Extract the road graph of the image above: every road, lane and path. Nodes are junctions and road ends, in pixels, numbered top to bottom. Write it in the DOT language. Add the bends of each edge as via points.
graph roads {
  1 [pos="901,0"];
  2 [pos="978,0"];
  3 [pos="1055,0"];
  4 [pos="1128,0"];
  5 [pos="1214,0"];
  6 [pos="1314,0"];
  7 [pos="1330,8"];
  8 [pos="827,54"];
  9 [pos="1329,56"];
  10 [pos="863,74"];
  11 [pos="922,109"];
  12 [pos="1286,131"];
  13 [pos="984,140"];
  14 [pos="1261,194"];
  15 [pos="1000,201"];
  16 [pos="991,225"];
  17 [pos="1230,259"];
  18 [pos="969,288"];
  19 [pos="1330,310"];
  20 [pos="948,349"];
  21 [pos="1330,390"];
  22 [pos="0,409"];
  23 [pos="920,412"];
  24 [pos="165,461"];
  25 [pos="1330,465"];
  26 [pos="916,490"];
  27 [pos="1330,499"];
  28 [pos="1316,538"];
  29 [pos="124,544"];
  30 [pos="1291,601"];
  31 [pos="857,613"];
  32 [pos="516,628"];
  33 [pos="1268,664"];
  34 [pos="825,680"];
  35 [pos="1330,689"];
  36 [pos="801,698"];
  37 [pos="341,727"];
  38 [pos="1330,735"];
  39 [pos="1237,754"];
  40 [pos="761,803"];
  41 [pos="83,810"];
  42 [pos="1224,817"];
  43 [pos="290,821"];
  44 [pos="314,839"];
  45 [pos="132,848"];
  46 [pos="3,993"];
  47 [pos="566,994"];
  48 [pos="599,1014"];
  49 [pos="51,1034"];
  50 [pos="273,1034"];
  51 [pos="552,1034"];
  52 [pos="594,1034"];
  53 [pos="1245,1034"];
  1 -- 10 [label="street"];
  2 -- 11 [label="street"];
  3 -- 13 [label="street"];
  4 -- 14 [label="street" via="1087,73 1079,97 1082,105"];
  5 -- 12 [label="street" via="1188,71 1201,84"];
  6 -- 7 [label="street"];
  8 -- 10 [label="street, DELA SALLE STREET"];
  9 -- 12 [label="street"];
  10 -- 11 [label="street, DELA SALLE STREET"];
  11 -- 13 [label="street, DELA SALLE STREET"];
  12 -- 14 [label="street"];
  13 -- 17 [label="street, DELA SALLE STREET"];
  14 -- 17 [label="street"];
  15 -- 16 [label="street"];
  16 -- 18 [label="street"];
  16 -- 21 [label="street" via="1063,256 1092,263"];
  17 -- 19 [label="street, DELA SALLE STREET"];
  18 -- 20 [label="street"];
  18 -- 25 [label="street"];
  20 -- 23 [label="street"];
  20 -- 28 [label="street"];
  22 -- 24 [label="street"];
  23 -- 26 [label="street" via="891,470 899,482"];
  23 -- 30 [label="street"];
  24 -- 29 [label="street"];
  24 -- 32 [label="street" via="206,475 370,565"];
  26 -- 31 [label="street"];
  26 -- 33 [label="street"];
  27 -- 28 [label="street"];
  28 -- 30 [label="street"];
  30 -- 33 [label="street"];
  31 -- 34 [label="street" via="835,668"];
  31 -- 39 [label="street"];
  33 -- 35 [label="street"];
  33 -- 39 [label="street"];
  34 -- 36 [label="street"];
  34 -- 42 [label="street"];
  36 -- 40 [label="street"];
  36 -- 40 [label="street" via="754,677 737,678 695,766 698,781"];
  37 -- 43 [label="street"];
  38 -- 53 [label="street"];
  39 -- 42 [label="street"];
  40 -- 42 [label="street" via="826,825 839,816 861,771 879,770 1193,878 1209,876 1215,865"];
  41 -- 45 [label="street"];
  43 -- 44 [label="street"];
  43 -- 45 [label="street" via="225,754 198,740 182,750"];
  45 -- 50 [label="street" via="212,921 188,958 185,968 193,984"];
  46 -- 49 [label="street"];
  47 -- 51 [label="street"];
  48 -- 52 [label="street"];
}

○ ○ ○ ○

## About this task
Across the records, how many lines contain "DELA"? Only the number should be given.

## Exercise result
5